# What is being asked
Do any lines in the data below contain "give"? If so, copy every one of them.
═══ Record set ═══
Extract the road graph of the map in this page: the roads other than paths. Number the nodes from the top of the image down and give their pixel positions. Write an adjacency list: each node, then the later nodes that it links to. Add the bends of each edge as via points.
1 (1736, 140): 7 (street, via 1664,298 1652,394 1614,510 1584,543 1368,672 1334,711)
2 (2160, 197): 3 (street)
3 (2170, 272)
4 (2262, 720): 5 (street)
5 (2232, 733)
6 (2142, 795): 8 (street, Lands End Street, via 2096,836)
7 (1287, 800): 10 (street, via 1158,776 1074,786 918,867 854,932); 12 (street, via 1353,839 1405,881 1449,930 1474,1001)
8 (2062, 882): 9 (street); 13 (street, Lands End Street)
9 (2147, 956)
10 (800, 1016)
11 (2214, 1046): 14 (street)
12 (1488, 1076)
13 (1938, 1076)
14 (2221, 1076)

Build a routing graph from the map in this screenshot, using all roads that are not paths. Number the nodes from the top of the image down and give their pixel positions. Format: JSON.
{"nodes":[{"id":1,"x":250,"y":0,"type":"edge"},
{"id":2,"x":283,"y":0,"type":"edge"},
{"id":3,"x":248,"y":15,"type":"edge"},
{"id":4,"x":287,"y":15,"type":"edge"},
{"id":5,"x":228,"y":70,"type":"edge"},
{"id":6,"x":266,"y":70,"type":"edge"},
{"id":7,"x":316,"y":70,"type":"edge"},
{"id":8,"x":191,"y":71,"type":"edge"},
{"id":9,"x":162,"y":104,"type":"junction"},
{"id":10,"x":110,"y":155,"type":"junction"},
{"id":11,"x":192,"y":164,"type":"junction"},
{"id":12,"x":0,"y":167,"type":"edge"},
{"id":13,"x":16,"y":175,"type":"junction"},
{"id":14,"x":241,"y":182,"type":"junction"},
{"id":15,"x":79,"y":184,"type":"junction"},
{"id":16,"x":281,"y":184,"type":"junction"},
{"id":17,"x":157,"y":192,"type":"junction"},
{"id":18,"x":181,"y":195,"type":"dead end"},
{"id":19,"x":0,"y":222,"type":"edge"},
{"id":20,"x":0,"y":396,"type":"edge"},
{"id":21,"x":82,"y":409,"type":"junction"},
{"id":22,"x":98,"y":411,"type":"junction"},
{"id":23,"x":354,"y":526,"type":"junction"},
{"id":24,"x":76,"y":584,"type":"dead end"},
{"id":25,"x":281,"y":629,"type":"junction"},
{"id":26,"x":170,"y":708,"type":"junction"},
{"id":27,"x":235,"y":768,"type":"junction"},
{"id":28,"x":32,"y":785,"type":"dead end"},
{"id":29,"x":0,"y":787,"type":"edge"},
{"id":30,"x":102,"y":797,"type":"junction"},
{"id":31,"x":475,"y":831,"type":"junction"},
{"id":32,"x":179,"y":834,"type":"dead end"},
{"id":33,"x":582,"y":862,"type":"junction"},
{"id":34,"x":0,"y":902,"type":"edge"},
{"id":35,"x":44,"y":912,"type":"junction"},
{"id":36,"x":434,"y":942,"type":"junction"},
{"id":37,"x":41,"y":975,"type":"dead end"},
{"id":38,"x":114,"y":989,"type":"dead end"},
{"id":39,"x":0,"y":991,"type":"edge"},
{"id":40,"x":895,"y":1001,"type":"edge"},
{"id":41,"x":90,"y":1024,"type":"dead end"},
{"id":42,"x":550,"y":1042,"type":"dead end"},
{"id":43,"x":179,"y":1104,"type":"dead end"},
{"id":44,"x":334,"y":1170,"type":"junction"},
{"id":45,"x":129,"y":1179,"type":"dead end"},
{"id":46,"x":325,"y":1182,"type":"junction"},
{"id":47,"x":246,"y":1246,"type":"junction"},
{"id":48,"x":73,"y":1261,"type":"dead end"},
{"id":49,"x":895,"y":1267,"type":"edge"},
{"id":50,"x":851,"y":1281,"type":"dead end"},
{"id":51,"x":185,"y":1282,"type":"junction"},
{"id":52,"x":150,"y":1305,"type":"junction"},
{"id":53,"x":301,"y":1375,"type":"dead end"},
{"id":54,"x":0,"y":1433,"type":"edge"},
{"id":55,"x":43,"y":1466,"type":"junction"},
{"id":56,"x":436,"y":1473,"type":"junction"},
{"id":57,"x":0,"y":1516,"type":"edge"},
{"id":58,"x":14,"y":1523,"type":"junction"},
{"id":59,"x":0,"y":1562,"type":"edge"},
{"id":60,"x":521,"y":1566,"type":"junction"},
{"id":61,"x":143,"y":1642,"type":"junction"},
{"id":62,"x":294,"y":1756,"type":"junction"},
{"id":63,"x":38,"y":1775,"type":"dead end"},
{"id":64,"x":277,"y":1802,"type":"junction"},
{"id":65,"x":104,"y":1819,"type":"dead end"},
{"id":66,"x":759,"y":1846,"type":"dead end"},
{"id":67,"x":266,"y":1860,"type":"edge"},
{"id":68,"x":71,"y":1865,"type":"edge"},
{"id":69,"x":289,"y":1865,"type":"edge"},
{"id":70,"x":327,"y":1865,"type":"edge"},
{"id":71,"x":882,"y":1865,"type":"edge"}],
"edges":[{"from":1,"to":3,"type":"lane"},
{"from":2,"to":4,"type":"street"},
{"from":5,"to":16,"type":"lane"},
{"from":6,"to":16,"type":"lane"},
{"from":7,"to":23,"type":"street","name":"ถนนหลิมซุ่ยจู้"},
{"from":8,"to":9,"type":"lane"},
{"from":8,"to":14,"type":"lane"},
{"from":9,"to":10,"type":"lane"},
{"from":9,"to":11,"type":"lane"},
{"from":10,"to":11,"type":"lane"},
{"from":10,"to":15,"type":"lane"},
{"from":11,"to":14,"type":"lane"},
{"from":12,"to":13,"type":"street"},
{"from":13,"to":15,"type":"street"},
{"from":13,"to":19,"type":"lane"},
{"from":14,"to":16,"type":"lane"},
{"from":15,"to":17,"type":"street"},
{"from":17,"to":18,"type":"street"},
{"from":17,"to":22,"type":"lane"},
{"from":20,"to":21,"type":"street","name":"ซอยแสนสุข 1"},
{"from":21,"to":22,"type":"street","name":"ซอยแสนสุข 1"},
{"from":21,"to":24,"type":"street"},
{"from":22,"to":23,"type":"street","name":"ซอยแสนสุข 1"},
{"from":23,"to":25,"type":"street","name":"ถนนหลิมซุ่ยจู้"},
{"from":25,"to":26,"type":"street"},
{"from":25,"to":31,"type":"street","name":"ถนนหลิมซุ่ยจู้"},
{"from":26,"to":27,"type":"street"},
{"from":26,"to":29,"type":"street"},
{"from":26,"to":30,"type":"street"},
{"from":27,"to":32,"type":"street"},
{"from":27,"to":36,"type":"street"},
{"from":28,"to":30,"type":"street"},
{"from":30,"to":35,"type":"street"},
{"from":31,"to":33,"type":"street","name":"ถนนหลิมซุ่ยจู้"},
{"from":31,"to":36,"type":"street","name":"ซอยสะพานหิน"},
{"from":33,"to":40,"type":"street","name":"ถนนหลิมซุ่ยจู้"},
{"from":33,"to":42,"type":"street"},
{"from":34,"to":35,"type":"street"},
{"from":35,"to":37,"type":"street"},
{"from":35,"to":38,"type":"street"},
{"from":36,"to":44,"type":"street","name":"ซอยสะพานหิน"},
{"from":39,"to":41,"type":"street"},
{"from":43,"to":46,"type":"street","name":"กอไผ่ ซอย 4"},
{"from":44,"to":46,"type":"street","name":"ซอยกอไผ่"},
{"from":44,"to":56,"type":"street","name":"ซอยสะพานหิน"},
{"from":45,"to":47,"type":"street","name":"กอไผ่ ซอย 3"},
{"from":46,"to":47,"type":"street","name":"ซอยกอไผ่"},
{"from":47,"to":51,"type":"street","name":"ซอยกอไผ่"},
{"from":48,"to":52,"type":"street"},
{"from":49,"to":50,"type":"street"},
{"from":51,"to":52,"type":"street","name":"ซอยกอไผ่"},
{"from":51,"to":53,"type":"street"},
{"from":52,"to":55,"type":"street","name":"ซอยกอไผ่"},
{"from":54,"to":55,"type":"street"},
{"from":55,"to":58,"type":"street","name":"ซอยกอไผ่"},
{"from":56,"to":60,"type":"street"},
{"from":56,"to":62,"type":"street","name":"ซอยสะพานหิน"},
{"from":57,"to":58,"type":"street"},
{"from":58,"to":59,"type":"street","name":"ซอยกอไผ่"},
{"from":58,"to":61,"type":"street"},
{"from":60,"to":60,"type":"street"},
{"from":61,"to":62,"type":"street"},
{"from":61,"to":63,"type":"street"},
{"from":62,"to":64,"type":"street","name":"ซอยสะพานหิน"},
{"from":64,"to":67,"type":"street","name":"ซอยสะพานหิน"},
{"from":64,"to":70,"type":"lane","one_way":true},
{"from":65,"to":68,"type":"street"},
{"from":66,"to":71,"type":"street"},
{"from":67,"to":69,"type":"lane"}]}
═══
# Answer area
Extract the road graph of the map in this page: the roads other than paths. Number the nodes from the top of the image down and give their pixel positions. Write an adjacency list: each node, then the later nodes that it links to. Add the bends of each edge as via points.
Build a routing graph from the map in this screenshot, using all roads that are not paths. Number the nodes from the top of the image down and give their pixel positions. Format: JSON.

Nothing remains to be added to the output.